In ogni caso c’è anche molto dei loro ascolti e delle loro personalità in ciò che fanno: «Ascoltiamo un’infinità di generi diversi, prendendo ispirazione da album di tutti i tipi. Cerchiamo di incorporare tutte queste influenze nel nostro stile». Una cosa che salta subito all’orecchio, fra beat in stile Kaytranada e Knxwledge, e il grandissimo spazio a temi e interventi solistici di stampo puramente jazz, che siano suonati da loro stessi o dai tanti amici-collaboratori. Una doppia natura che, come si diceva sopra, fa stare i Blue Lab Beats perfettamente a loro agio in diversi contesti, che li avvicina e differenzia allo stesso tempo da tutti gli altri: «Quello che ci rende simili al resto della scena è la tendenza a mescolare diversi generi. La cosa che ci distingue è sicuramente l’uso delle sonorità hip-hop, dei samples e delle batterie elettroniche; a questi elementi moderni però mescoliamo vecchie armonie jazz, così come del funk e del soul. Dal vivo ciò si riflette nell’uso di drum machine mescolato a tastiere, basso e chitarra suonati live».

 

 

Esatto, dal vivo. I due sono in tour dalla pubblicazione del disco, e «Sta andando veramente bene, abbiamo appena suonato in Belgio, a Gent, e in Francia, a Lille. Ci siamo divertiti veramente tanto ad entrambi i concerti, il pubblico è stato fantastico in tutte e due le occasioni». In Italia avremo una doppia occasione per ascoltarli dal vivo: al Biko di Milano, venerdì 18 maggio, e all’Alcazar di Roma, sabato 19. Con l’Italia c’è un rapporto che parte dai concerti ma va anche oltre, «L’anno scorso abbiamo aperto i concerti degli Heliocentrics a Bologna, Roma e Milano. Dei vostri artisti ci piacciono molto Alba Plano, di cui abbiamo realizzato anche un remix di un brano da pochissimo, e Davide Shorty, lui è veramente bravo».

Pensare a un futuro per la carriera dei Blue Lab Beats fa girare la testa per una serie di motivi: dalla giovanissima età dei due, al talento già perfettamente sviluppato e definito, al contesto estremamente creativo e in ascesa in cui sono cresciuti e sono immersi. Per ora quindi meglio concentrarsi sul presente e sul non perderli dal vivo, d’altronde ci pensano loro a pensare al futuro: «Anderson Paak, Terrace Martin, Knxwledge, Kaytranada e Missy Elliot sarebbero le collaborazioni future da sogno». Le idee sono chiare, gli obiettivi importanti e decisamente non lontani dalla loro portata.
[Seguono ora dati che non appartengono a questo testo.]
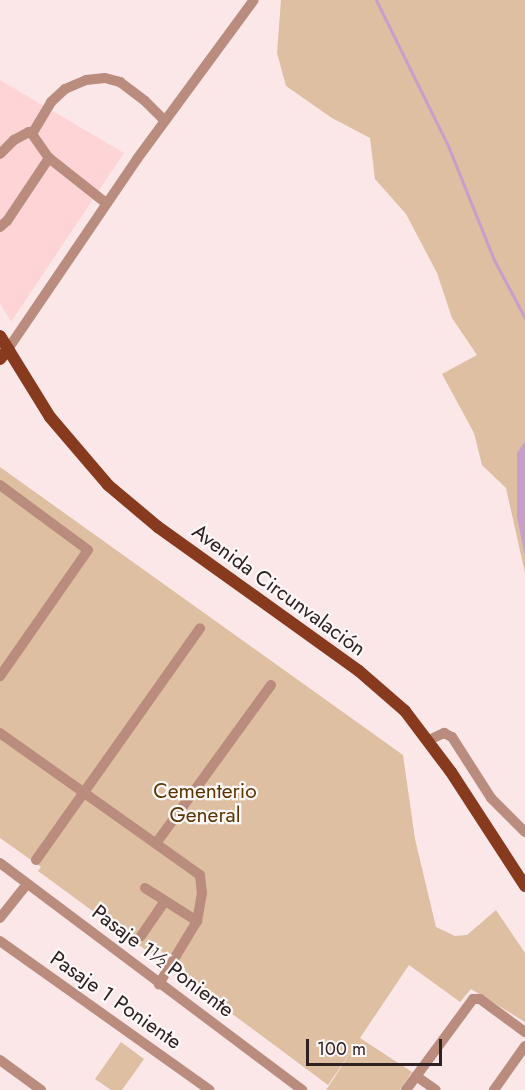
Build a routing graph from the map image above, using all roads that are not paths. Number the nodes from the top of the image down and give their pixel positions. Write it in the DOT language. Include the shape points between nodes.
graph roads {
  1 [pos="254,0"];
  2 [pos="165,121"];
  3 [pos="32,134"];
  4 [pos="0,154"];
  5 [pos="49,158"];
  6 [pos="106,203"];
  7 [pos="0,227"];
  8 [pos="0,336"];
  9 [pos="4,354"];
  10 [pos="0,485"];
  11 [pos="200,628"];
  12 [pos="0,676"];
  13 [pos="271,685"];
  14 [pos="0,733"];
  15 [pos="429,740"];
  16 [pos="86,792"];
  17 [pos="525,831"];
  18 [pos="157,842"];
  19 [pos="36,860"];
  20 [pos="0,863"];
  21 [pos="27,884"];
  22 [pos="525,886"];
  23 [pos="145,888"];
  24 [pos="165,901"];
  25 [pos="0,918"];
  26 [pos="196,921"];
  27 [pos="141,936"];
  28 [pos="0,941"];
  29 [pos="159,984"];
  30 [pos="525,1032"];
  31 [pos="525,1046"];
  32 [pos="0,1060"];
  33 [pos="416,1076"];
  34 [pos="41,1090"];
  35 [pos="210,1090"];
  36 [pos="302,1090"];
  37 [pos="406,1090"];
  38 [pos="436,1090"];
  39 [pos="494,1090"];
  1 -- 2 [label="street"];
  2 -- 3 [label="street" via="120,82 105,78 86,80 65,89 51,102"];
  2 -- 6 [label="street"];
  3 -- 4 [label="street" via="14,140"];
  3 -- 5 [label="street"];
  5 -- 6 [label="street"];
  5 -- 7 [label="street" via="8,221"];
  6 -- 9 [label="street"];
  8 -- 9 [label="main road, Avenida Circunvalación"];
  9 -- 15 [label="main road, Avenida Circunvalación" via="50,417 108,485 158,527 379,686"];
  10 -- 12 [label="street" via="88,550"];
  11 -- 16 [label="street"];
  13 -- 18 [label="street"];
  14 -- 16 [label="street"];
  15 -- 17 [label="street" via="444,733 452,737 491,798"];
  15 -- 22 [label="main road, Avenida Circunvalación"];
  16 -- 18 [label="street"];
  16 -- 19 [label="street"];
  18 -- 26 [label="street" via="200,875 202,893"];
  20 -- 21 [label="street, Pasaje 1½ Poniente"];
  21 -- 25 [label="street"];
  21 -- 29 [label="street, Pasaje 1½ Poniente"];
  23 -- 24 [label="street"];
  24 -- 26 [label="street"];
  24 -- 27 [label="street"];
  26 -- 29 [label="street"];
  28 -- 35 [label="street, Pasaje 1 Poniente"];
  29 -- 36 [label="street, Pasaje 1½ Poniente"];
  30 -- 33 [label="street" via="475,998"];
  31 -- 39 [label="street"];
  32 -- 34 [label="street"];
  33 -- 37 [label="street"];
  33 -- 38 [label="street"];
}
Sono sicuro, però, che i due li affronteranno con le stesse tre caratteristiche, che mi dicono descrivere e definire il loro colore d’adozione, il blu, che ricopre interamente il loro studio-casa: «Calma, profondità, nostalgia».

Giulio Pecci
Classe ‘96, studia Lettere e Musica a La Sapienza di Roma. Scrive di musica e cultura, organizza concerti Jazz e cerca di trovare il tempo di suonare la chitarra. Alla costante ricerca del decimo a calcetto.